Mr Barak, who decisively defeated Mr Benjamin Netanyahu in elections on May 17th, has spent the period since then cobbling together a coalition that includes 75 of the 120 Knesset members from seven parties.
Before today's Knesset swearing-in ceremony, Mr Barak yesterday formally signed the coalition deals with his One Israel party's new partners in government and finalised the distribution of ministerial portfolios having, in the words of one commentator, left some of his colleagues "like sardines frying in a pan of hot oil" while he made up his mind.
His prime consideration, rather than brilliance, appears to have been loyalty. Thus Mr Avraham Shochat, the late Yitzhak Rabin's lacklustre finance minister, is restored to the job, and Mr David Levy, who abandoned Mr Netanyahu to ally himself with Mr Barak before the elections, is rewarded with a return to the foreign ministry where he has achieved little in the past.
But Mr Shimon Peres, pioneer with Mr Rabin of the Oslo peace process, is given only the marginal, ambiguous new post of minister for regional co-operation. While Mr Yossi Beilin, another key Oslo architect, is minister of justice - an honorable position but one with little direct impact on the peace process.
To the dismay of Israeli Arabs, 95 per cent of whom voted for him, Mr Barak has not invited any of the three Arab parties into his coalition, nor given a government post to any of his own party's Arab members. "We're beyond the pale," a Druze Knesset member Mr Salah Tarif muttered bitterly.

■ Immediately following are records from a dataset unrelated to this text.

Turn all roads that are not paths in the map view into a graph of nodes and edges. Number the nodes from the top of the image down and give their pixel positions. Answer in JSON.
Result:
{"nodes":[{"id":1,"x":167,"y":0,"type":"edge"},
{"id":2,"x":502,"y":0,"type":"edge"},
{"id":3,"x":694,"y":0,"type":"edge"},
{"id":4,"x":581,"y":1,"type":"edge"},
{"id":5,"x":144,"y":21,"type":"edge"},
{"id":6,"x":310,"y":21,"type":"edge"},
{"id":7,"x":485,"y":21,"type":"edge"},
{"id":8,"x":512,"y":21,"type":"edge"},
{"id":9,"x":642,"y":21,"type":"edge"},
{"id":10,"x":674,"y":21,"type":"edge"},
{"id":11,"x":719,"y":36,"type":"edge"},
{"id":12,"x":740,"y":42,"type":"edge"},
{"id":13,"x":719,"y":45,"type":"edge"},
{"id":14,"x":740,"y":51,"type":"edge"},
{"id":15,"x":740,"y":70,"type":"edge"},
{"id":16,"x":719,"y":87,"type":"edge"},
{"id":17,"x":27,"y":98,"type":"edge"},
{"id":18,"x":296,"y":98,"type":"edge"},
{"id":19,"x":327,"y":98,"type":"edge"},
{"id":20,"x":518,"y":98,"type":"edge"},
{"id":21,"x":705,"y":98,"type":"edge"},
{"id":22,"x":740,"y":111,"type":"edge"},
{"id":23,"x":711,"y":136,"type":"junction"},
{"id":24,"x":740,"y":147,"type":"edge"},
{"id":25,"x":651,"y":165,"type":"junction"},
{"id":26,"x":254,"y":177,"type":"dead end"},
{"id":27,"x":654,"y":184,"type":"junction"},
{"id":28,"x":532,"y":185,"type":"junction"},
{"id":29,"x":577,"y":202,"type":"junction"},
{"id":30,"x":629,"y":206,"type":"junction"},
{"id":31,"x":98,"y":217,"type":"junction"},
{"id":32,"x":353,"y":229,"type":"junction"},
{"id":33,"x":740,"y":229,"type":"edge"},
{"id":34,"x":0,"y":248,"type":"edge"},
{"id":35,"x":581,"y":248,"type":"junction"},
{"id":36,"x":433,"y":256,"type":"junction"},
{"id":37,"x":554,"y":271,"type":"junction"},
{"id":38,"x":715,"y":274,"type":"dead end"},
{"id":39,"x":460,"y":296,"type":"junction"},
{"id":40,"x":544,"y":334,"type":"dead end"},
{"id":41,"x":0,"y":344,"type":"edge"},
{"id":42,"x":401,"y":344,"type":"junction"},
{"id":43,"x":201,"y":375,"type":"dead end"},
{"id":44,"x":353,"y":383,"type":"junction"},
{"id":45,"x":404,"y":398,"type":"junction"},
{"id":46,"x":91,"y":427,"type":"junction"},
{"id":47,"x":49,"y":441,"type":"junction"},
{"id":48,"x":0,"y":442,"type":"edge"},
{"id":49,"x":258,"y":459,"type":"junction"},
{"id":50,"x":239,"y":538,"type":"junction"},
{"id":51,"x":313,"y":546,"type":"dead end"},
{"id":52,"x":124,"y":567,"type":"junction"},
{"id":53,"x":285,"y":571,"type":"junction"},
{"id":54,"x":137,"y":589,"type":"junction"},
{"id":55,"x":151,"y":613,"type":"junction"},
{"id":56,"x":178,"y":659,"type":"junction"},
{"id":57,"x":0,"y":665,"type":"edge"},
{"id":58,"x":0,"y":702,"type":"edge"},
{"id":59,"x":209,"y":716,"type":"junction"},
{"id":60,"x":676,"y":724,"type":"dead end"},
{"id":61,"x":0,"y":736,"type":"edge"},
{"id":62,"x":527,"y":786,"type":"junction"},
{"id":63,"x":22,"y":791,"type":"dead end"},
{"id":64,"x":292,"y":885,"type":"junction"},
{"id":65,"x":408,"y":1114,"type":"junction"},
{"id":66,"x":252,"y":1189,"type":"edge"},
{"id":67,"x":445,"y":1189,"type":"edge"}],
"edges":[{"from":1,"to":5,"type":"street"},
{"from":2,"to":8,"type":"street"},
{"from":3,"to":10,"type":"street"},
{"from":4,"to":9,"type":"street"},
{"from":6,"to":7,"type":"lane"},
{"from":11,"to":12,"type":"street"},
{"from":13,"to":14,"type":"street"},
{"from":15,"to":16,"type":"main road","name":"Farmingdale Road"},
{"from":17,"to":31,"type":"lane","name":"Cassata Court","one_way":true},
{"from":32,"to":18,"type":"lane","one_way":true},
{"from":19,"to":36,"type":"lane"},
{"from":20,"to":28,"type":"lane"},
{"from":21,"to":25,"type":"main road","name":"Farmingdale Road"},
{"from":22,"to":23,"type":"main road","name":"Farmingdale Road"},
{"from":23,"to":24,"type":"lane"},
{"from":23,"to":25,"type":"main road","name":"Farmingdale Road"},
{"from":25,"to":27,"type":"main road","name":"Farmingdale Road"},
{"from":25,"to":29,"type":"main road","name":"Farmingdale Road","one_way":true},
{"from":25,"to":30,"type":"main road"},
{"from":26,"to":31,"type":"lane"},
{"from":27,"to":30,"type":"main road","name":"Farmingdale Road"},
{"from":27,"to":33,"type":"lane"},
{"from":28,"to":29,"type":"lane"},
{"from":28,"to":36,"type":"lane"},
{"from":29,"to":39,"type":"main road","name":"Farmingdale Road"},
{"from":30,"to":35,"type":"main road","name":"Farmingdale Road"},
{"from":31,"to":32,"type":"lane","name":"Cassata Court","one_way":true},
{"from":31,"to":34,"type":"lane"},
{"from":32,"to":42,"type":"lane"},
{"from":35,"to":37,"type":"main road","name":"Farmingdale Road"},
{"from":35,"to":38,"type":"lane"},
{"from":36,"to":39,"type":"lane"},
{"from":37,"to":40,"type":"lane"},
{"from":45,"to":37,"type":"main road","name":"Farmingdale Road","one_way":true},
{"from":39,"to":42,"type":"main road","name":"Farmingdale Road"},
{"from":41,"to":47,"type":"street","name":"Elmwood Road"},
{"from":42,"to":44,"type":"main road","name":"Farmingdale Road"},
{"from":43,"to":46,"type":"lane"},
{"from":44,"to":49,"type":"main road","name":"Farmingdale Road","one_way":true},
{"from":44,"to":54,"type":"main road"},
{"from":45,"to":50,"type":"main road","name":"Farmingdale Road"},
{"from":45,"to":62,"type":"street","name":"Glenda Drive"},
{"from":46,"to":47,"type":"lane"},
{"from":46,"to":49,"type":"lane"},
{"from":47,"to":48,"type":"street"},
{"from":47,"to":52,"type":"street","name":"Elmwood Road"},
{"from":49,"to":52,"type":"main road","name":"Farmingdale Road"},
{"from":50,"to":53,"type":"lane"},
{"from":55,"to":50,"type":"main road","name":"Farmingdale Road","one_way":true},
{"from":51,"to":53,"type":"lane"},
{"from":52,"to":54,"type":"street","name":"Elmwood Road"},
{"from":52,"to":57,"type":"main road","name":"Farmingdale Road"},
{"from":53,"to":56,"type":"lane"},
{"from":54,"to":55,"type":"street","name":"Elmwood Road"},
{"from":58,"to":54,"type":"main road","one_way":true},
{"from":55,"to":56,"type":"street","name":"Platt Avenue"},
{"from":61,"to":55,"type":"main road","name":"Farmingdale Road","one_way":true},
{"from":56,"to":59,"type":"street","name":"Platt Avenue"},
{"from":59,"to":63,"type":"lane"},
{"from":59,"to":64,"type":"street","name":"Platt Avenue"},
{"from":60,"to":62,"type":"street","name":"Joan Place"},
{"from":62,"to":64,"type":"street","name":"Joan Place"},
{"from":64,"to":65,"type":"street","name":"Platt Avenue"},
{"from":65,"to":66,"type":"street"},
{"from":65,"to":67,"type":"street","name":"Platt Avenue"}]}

Despite a pledge to give at least three ministerial jobs to women, Mr Barak has named only one - his party colleague, Ms Dalia Itzik, the new environment minister. Ms Yael Dayan, another colleague, called the male-dominated cabinet "scandalous".
Mr Barak has also sidelined the One Israel party's rising star, Mr Shlomo Ben-Ami, apparently regarding him as a future threat to his leadership. Mr Ben-Ami will take charge of the middle-ranking ministry of internal security.
Mr Barak and president Clinton agreed in a phone conversation yesterday to meet soon in Washington, the Israeli Prime Minister's spokesman said.